The input begins with the integer t, the number of test cases (equal to about 1000). Then t test cases follow. The first line of each test case contains two integers, the number of cities (1<=n<=12) and the number of direct connections between them. Each next line contains two integers a and b, which are numbers of cities that can be connected. Cities are numbered from 1 to n. Consecutive test cases are separated with one blank line.

输出格式：

The number of ways to build the network, for every test case in a separate line.
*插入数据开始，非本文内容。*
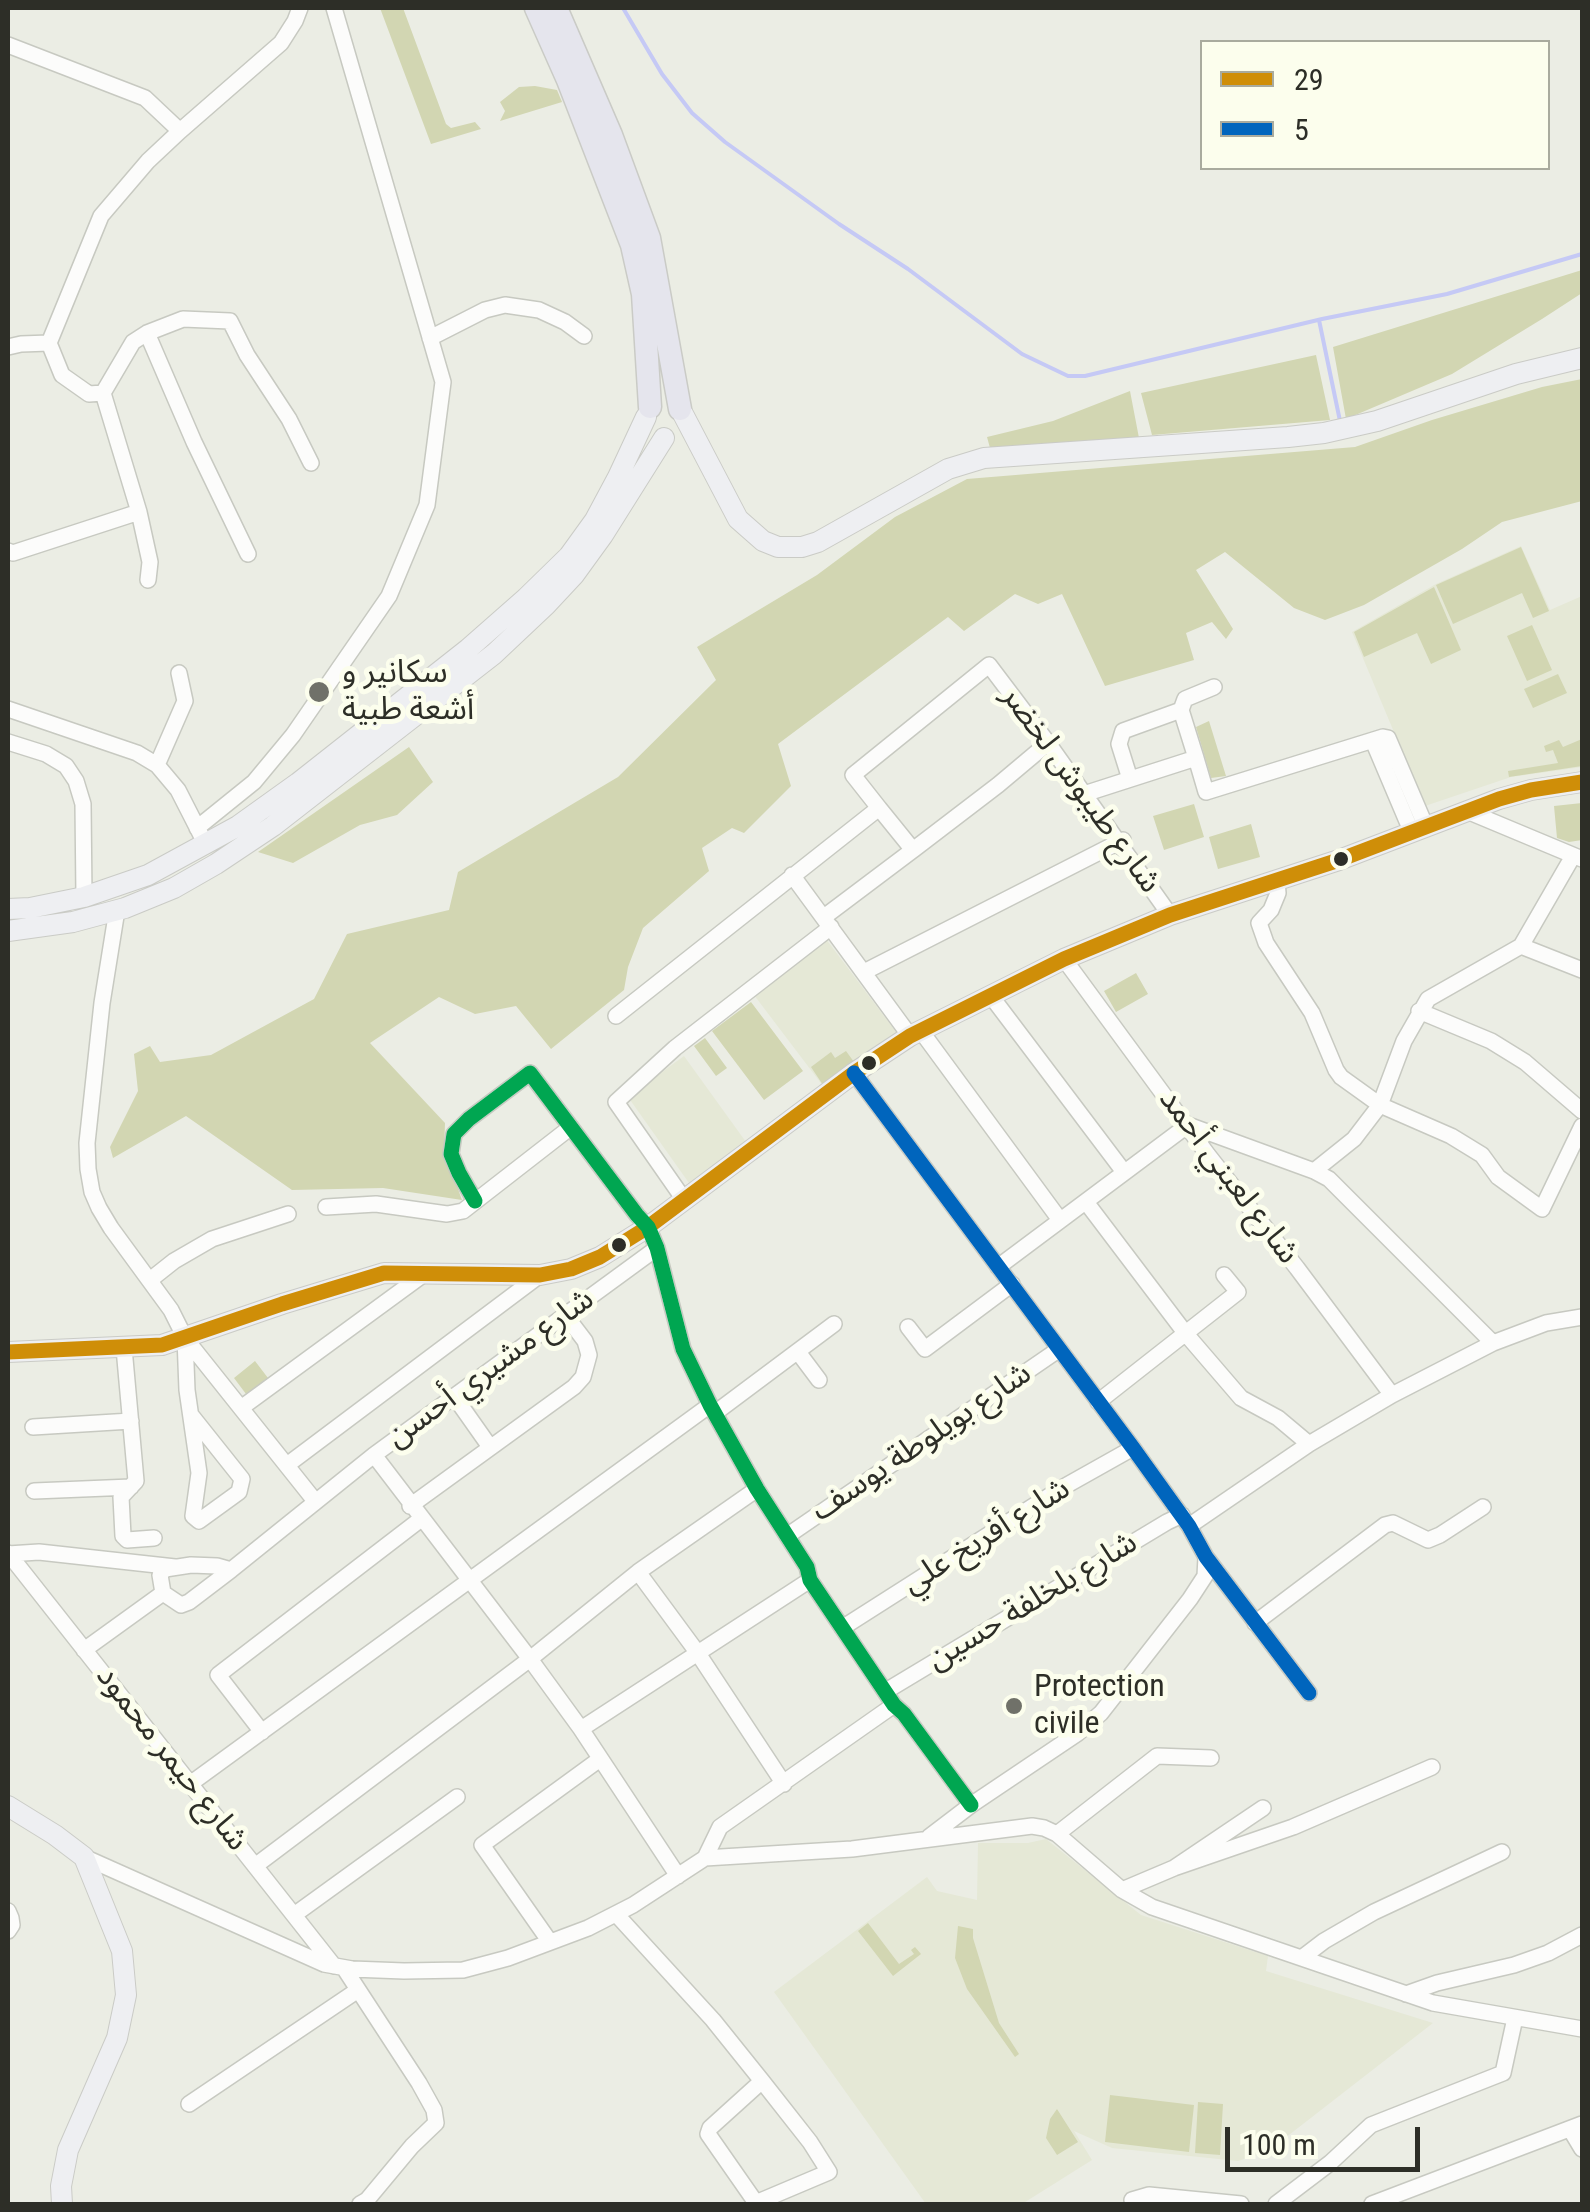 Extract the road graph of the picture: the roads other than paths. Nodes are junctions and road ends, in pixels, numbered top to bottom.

Assume that when there is only one city, the answer should be 1. The answer will fit in a signed 64-bit integer.

输入输出样例

输入样例#1：

4

4 5

3 4

4 2

2 3

1 2

1 3

2 1

2 1

1 0

3 3

1 2

2 3

3 1

输出样例#1：

8

1

1

3

先用高斯消元转化为上三角，后求对角线之积算出行列式绝对值

code:

//Menteur_Hxy
#include<cstdio>
#include<iostream>
#include<cstring>
#include<cmath>
using namespace std;
#define ll long long

ll rd() {
    ll x=0,fla=1; char c=' ';
    while(c<'0' || c>'9') {c=getchar();if(c=='-') fla=-fla;}
    while(c>='0' && c<='9') x=x*10+c-'0',c=getchar();
    return x*fla;
}

const double eps=1e-12;
int T,n,m;
double a[3010][3010];

void gauss() {
    for(int i=1;i<=n;i++) {
        int mx=i;
        for(int j=i+1;j<=n;j++) mx=(a[mx][i]-a[j][i]<-eps)?i:mx;
        if(mx!=i) swap(a[i],a[mx]);
        if(!a[i][i]) {printf("0\n");return ;}
        for(int j=i+1;j<=n;j++) {
            double t=a[j][i]/a[i][i];
            for(int k=i;k<=n+1;k++)
                a[j][k]-=t*a[i][k];
        }
    }
    double ans=1;
    for(int i=1;i<=n;i++) ans=ans*a[i][i];
    printf("%.0f\n",fabs(ans));
}

int main() {
    T=rd();
    while(T--) {
        memset(a,0,sizeof a);
        n=rd()-1,m=rd();
        for(int i=1;i<=m;i++) {
            int u=rd(),v=rd();
            a[u][u]++,a[v][v]++;
            a[u][v]--,a[v][u]--;
        }
        gauss();
    }
    return 0;
}